____ Input for this task

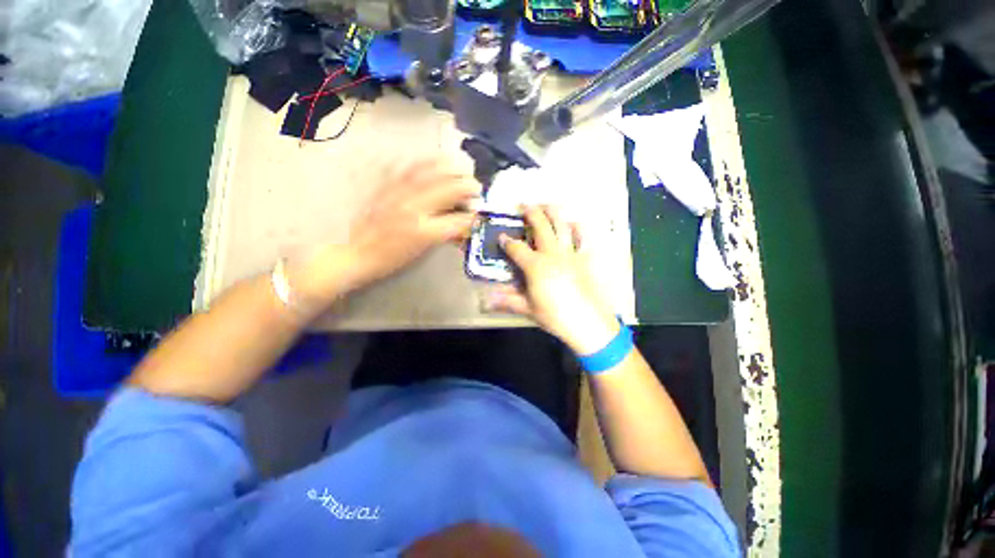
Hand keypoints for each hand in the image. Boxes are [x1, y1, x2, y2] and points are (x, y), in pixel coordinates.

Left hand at [290, 160, 479, 306]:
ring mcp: (400, 194)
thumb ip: (447, 234)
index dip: (473, 215)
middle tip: (475, 186)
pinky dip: (426, 163)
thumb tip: (464, 221)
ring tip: (460, 168)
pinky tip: (435, 161)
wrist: (359, 253)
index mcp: (425, 231)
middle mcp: (415, 209)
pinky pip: (410, 169)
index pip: (459, 219)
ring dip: (450, 168)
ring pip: (430, 173)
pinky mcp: (388, 188)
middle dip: (467, 186)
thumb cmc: (394, 258)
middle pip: (449, 189)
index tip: (479, 212)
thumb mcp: (424, 250)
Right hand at [486, 206, 619, 354]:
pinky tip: (573, 223)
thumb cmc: (555, 316)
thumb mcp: (528, 309)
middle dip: (530, 212)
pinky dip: (577, 227)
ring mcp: (570, 253)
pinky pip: (582, 237)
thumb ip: (507, 301)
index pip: (516, 248)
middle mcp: (552, 253)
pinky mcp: (584, 258)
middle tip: (523, 206)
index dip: (507, 241)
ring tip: (546, 205)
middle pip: (540, 225)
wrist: (588, 323)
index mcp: (536, 265)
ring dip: (553, 212)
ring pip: (562, 225)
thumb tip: (485, 301)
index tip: (501, 237)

________

Assigned task:
Repeat the lines from the one containing "thumb mcp: (528, 309)" through the end of the listing, exactly and without any other lines; both ends are included.

Your response:
thumb mcp: (528, 309)
middle dip: (530, 212)
pinky dip: (577, 227)
ring mcp: (570, 253)
pinky pip: (582, 237)
thumb ip: (507, 301)
index pip: (516, 248)
middle mcp: (552, 253)
pinky mcp: (584, 258)
middle tip: (523, 206)
index dip: (507, 241)
ring tip: (546, 205)
middle pip: (540, 225)
wrist: (588, 323)
index mcp: (536, 265)
ring dip: (553, 212)
ring pip: (562, 225)
thumb tip: (485, 301)
index tip: (501, 237)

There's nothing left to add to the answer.